You admit you did not read it. You have made it clear for however long you’ve been on this site that you are here to post extremist Trumpist and pro-Russian propaganda. I hope you’re at least paid well to do so, because otherwise, it’s just really, really pathetic.

Anonymous Coward says:

Is anyone keeping track of how many posts Mike has made this month seething about Elon Musk and his approach to Free Speech? It’s going to be his private company that he can do what he wants with, if he wants to define Free Speech as that, he’s free to do it anyway he wishes.

If we’re going on the moralist approach: it’s faaaaaaaaaaaaar more disingenuous to define Free Speech as not being “Freedom from Consequences”, social or not. Like our interpretation of Freedom of Speech now hinges on mob rule, hint: it does not morally include that and your constant attempts to conflate the two is frankly obnoxious.
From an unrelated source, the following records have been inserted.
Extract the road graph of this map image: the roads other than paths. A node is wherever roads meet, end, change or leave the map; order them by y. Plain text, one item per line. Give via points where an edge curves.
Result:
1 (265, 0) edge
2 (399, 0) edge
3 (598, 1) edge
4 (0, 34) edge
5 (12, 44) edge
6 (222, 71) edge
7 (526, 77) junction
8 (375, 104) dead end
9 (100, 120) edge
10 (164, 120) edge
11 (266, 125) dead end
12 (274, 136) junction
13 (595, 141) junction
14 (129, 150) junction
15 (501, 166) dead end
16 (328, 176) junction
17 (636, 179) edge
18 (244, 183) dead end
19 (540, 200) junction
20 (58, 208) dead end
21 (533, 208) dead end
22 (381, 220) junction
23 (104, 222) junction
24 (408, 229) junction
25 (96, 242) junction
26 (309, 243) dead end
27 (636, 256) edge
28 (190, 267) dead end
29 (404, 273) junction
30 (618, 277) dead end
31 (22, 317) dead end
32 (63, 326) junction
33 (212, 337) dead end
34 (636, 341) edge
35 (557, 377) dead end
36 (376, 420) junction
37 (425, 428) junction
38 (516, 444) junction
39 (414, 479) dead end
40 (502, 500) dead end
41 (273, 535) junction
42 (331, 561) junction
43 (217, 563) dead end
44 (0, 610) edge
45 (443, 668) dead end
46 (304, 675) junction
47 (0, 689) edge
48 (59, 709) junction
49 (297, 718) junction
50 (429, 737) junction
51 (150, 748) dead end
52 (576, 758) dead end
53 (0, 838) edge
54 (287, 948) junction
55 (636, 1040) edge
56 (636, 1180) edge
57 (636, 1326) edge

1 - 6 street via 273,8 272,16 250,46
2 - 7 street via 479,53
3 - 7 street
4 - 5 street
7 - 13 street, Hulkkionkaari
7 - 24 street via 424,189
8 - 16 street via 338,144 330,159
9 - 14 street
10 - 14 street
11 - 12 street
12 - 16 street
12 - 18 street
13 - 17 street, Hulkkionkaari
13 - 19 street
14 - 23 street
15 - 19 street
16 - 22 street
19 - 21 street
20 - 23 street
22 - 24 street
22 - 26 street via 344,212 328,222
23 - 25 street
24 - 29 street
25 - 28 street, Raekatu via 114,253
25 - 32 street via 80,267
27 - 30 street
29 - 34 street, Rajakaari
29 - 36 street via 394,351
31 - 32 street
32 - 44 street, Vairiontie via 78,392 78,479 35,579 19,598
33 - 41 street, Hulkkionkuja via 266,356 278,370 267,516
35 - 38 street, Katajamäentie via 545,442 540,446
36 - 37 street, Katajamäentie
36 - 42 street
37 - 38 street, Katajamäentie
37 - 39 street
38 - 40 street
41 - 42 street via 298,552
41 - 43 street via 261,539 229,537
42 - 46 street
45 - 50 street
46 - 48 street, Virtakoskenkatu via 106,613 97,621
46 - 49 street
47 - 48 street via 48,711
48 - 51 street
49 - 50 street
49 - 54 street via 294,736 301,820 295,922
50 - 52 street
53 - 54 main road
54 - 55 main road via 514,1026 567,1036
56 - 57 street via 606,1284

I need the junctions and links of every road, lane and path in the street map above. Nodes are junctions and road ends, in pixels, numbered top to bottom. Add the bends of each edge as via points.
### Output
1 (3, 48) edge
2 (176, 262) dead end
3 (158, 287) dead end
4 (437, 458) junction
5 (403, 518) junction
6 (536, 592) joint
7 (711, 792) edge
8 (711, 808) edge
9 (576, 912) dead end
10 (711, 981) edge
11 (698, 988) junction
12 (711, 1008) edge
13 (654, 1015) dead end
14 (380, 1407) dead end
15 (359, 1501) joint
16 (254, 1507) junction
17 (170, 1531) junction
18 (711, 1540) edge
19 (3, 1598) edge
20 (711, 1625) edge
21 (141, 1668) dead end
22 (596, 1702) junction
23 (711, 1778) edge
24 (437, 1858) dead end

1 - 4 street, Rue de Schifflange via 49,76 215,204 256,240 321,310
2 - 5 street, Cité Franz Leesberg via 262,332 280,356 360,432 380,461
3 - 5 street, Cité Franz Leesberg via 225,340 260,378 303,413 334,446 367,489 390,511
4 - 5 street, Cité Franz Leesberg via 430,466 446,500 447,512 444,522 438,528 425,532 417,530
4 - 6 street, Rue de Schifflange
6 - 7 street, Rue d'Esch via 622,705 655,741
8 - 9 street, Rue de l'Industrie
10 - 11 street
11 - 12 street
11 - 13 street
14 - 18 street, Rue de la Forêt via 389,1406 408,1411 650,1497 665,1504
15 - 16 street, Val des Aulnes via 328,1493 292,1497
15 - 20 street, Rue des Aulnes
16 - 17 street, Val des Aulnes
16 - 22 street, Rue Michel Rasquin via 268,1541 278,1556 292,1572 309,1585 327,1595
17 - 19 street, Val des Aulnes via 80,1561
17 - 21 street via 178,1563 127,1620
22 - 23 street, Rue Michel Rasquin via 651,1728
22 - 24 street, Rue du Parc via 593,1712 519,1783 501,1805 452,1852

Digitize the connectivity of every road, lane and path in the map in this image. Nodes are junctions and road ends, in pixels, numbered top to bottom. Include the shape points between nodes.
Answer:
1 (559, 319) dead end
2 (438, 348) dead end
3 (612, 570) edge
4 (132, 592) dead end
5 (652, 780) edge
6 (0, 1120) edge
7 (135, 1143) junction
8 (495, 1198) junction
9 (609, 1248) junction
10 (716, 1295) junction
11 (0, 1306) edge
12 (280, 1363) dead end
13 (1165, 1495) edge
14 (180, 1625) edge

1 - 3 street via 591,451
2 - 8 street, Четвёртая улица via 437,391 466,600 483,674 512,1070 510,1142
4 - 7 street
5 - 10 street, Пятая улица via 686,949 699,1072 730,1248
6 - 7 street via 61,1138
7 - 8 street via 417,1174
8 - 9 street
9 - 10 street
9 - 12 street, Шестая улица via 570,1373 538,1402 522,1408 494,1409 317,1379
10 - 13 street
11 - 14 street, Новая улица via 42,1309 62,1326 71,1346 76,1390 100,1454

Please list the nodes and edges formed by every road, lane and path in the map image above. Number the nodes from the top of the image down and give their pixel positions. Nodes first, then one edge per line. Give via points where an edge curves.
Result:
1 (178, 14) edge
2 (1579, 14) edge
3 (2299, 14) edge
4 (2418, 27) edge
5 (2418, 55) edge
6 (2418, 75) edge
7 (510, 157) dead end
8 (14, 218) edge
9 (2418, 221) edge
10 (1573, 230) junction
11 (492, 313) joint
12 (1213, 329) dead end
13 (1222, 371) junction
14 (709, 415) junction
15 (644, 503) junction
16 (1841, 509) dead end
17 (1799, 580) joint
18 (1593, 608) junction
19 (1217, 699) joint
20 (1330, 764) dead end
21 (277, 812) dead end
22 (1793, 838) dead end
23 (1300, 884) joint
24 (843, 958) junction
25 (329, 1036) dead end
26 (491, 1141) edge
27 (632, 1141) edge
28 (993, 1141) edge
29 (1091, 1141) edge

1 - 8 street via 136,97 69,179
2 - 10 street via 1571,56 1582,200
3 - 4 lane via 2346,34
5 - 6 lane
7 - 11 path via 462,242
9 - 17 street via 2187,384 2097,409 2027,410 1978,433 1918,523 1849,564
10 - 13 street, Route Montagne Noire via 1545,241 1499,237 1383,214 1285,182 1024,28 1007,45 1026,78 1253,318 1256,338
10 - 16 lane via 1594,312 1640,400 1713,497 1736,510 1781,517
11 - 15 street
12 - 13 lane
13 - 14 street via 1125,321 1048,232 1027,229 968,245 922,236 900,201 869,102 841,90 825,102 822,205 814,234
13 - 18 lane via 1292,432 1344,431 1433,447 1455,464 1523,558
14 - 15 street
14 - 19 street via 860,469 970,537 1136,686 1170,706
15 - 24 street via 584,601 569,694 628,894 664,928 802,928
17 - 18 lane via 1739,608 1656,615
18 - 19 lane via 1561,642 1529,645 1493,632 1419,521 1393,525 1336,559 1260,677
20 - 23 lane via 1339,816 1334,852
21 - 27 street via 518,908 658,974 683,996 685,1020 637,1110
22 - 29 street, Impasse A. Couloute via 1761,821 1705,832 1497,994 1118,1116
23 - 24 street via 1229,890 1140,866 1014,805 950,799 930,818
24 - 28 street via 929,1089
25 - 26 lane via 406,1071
I think you should put this topic down for the time being because you’re not being objective about it. If China had issued the exact same statement about Free Speech, I would rightfully expect an article on here about China’s strict government regulated social code resulting in a culture of fear about speaking out. Yet when you talk about the same thing regarding twitter you seem almost glowing about it. You should really get some introspective.

Rocky says:

Re:

Is anyone keeping track of how many posts Mike has made this month seething about Elon Musk and his approach to Free Speech?

Why would anyone keep track? Musk say stupid things, Mike writes about it.

It’s going to be his private company that he can do what he wants with, if he wants to define Free Speech as that, he’s free to do it anyway he wishes.

Haven’t anyone told you how the world works? Musk borrowed money in his attempt to buy Twitter – do you really think he can do as he please with it? Think again. And if he fucks up and the investors call in his collateral he may well stand to lose control over Tesla for example.

If China had issued the exact same statement about Free Speech

Do you understand the concept of false equivalence? Doesn’t seem so.